In this study, the external fixator was successfully sterilised and reused. This should be seen to be the likely default for fixators used in LMICs, and is generally recommended [29, 30], although some researchers have discouraged the practice [31]. Further validation research is required to establish what the limits of reuse are in terms of durability and sterilisation. Notwithstanding these points, reuse contains cost [32] and ensures a higher availability of the device.

Regarding costs, the factory gate cost of the device was approximately GBP100 when manufactured using CNC machining in small batches in the UK. While local, manual manufacturing in the country of use and higher scale manufacturing may have the potential to reduce this cost, estimates received to date from suppliers in Sri Lanka indicate that this would be a reasonable expectation of the factory gate cost for a sustainable business model. This would result in an approximate sale price of GBP125-250 (USD150-300). This includes allowance for medical device quality assurance, local regulatory approval, distribution, stock-keeping, customer support, and other business functions. Thus, the total price is approximately 1/10 of the sales price of a commercial Hoffmann fixator at current prices. Sterilisation and reuse of the devices would further reduce the cost per use.

The study has a number of limitations, including the inability to definitively assess union/mal-union at 12 weeks’ follow-up.
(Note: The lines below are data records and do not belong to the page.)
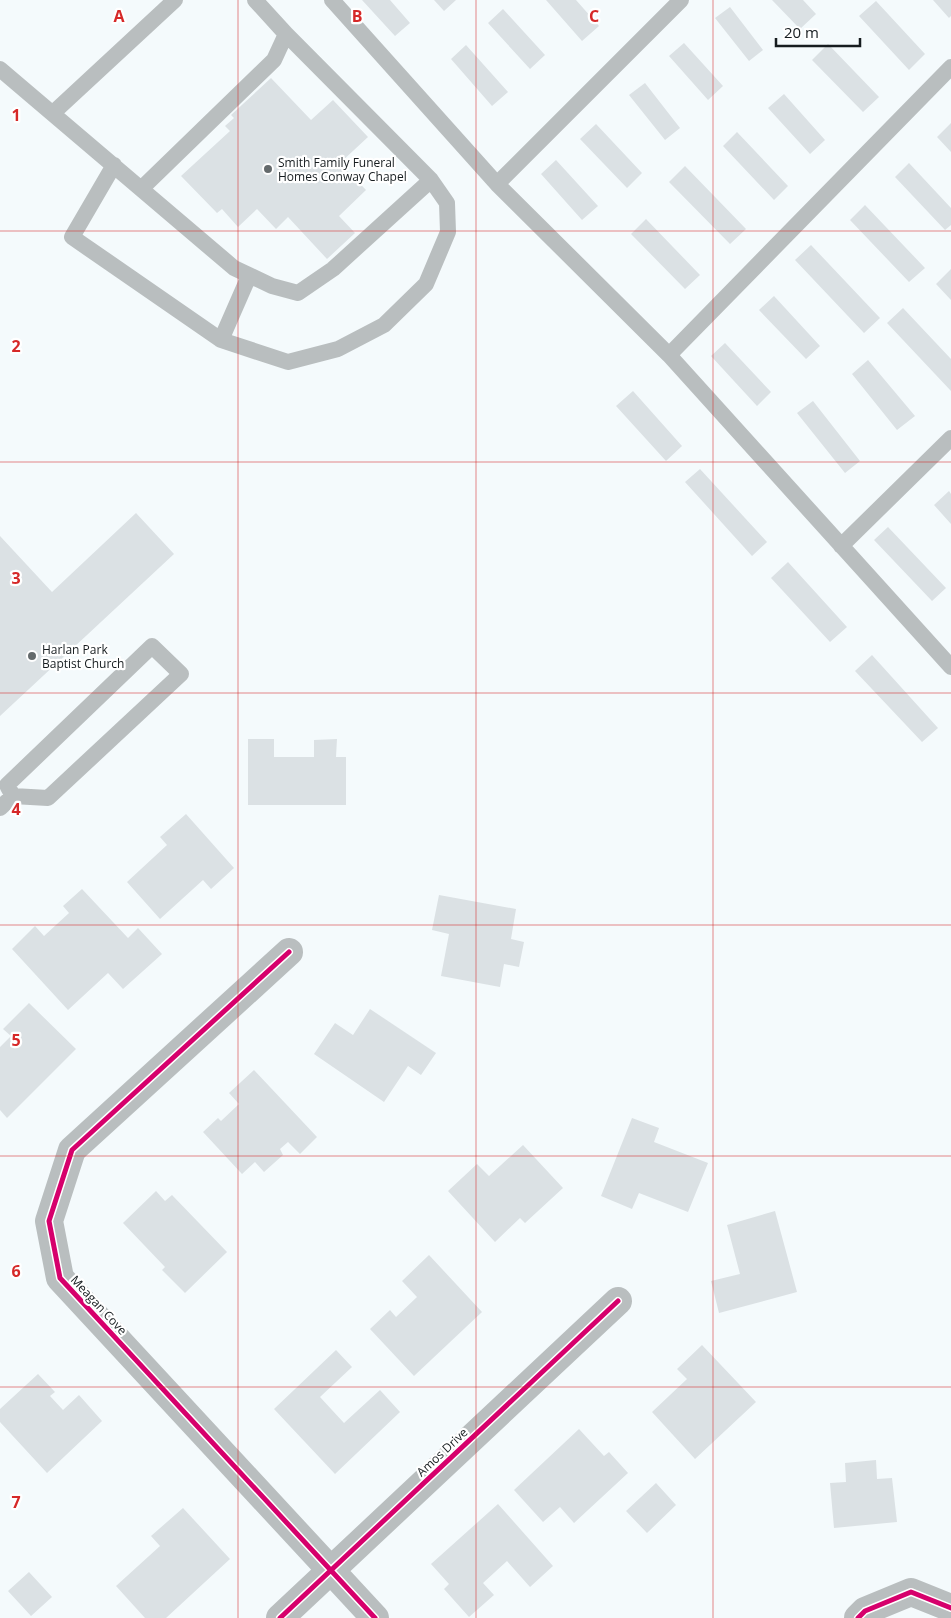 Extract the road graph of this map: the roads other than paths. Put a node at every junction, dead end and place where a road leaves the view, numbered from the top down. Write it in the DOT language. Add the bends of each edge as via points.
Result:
graph roads {
  1 [pos="175,0"];
  2 [pos="255,0"];
  3 [pos="332,0"];
  4 [pos="680,0"];
  5 [pos="286,34"];
  6 [pos="951,67"];
  7 [pos="0,69"];
  8 [pos="53,113"];
  9 [pos="114,165"];
  10 [pos="431,180"];
  11 [pos="497,184"];
  12 [pos="142,188"];
  13 [pos="250,276"];
  14 [pos="221,340"];
  15 [pos="669,355"];
  16 [pos="951,438"];
  17 [pos="841,546"];
  18 [pos="951,667"];
  19 [pos="7,786"];
  20 [pos="0,808"];
  21 [pos="289,952"];
  22 [pos="618,1301"];
  23 [pos="330,1571"];
  24 [pos="951,1608"];
  25 [pos="280,1618"];
  26 [pos="375,1618"];
  27 [pos="858,1618"];
  1 -- 8 [label="lane"];
  2 -- 5 [label="lane"];
  3 -- 11 [label="lane"];
  4 -- 11 [label="lane"];
  5 -- 10 [label="lane"];
  5 -- 12 [label="lane" via="274,60"];
  6 -- 15 [label="lane"];
  7 -- 8 [label="lane"];
  8 -- 9 [label="lane"];
  9 -- 12 [label="lane"];
  9 -- 14 [label="lane" via="72,237"];
  10 -- 13 [label="lane" via="333,270 298,293"];
  10 -- 14 [label="lane" via="447,203 448,232 426,284 384,326 338,349 288,362"];
  11 -- 15 [label="lane"];
  12 -- 13 [label="lane" via="234,268"];
  13 -- 14 [label="lane"];
  15 -- 17 [label="lane"];
  16 -- 17 [label="lane"];
  17 -- 18 [label="lane"];
  19 -- 19 [label="lane" via="48,798 181,674 152,646"];
  19 -- 20 [label="lane"];
  21 -- 23 [label="street, Meagan Cove" via="72,1150 49,1221 60,1278"];
  22 -- 23 [label="street, Amos Drive"];
  23 -- 25 [label="street, Amos Drive"];
  23 -- 26 [label="street, Meagan Cove"];
  24 -- 27 [label="street" via="911,1592 865,1611"];
}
Some definitions of non-union refer to lack of union of up to six months, or even up to a year [33]. Additionally, this study was undertaken without a group tested with a comparator device. In this public setting, generally, there is a lack of external fixators; thus, there was not a suitable alternative to compare with, nor was there an established data set for retrospective comparison. A third limitation is that the joint spanning and delta configurations were used only in few cases and can be seen as pilot uses only of these types.

Although there have been reports in the literature of other low-cost external fixators, this work presents some new features. First, this device is the first to have an open source published design, which allows it to be rapidly manufactured (surge capacity) near the point of use for humanitarian, conflict, and resource-constrained settings. Second, it is designed for local manufacture using stock materials and commonly available tools. Finally, this is the first external fixator for low-cost clinical use we have found that has published mechanical and cadaver testing results, ensuring that those who use it can be confident of its performance. Thus, the clinical trial results reported in this manuscript represent an additional component of the evidence for its effectiveness in clinical use.

In conclusion, this trial has demonstrated that the device can be effectively used clinically for use in a global surgery trauma setting for the outcomes set out, requires minimal additional training, and can be sterilised and reused. Thus, this device is an effective and appropriate design for use in civilian settings and it is likely that it can additionally be used in humanitarian and conflict settings.